In particular I could find no quantitative data, analysis or estimates of the following potential impacts that could answer these questions essential to an EA:

What habitats of Species of Concern (species at risk, special concern, declining nationally) are represented in sites proposed for turbines and construction activities (access roads, destruction by crawler cranes, etc.)? I could find no habitat analyses or maps of habitat types that would be essential for selecting turbine sites to minimize impacts on critical habitats should they exist.
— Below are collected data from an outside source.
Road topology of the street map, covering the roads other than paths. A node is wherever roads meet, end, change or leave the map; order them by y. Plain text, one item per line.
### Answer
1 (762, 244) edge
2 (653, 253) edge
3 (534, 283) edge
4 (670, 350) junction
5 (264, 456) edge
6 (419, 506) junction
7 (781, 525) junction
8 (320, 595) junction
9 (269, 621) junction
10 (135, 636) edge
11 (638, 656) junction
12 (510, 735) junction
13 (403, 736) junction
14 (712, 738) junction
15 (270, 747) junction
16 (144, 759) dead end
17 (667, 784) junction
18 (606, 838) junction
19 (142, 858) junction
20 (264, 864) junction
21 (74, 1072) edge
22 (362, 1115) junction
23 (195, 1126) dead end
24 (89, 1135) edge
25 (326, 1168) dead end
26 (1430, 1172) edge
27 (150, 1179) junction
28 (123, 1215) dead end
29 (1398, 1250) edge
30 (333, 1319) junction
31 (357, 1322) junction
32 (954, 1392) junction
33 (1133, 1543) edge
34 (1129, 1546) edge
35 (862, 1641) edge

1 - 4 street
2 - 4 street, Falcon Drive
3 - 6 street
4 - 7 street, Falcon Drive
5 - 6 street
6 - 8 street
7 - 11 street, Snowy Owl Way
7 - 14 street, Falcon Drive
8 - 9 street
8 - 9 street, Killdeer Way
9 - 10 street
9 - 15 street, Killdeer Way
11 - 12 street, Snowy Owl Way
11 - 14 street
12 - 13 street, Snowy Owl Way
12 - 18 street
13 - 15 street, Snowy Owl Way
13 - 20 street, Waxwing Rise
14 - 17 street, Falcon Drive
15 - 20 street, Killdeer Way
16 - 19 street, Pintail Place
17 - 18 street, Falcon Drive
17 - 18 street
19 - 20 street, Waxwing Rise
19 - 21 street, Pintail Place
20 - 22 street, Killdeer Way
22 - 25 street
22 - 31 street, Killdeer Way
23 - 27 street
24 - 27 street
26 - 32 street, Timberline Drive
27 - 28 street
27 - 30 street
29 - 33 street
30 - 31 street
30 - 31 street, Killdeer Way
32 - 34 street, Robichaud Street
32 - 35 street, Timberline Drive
What is the total meadow and cropland acreage estimated to be included in crane maneuvering and transit between turbine sites (as described in the ERR)? The ERR reports the acreage of agricultural land lost due to the concrete foundation footprints but a much larger area of additional habitat will be compacted or destroyed for wildlife use as the pairs of huge cranes move on their steel treds while lifting the turbines into place as well as “walking” to the next turbine erection site. Changes in terrestrial habitat can be anticipated from soil and plant compaction with potentially significant degradation for species of concern like bobolinks, for example.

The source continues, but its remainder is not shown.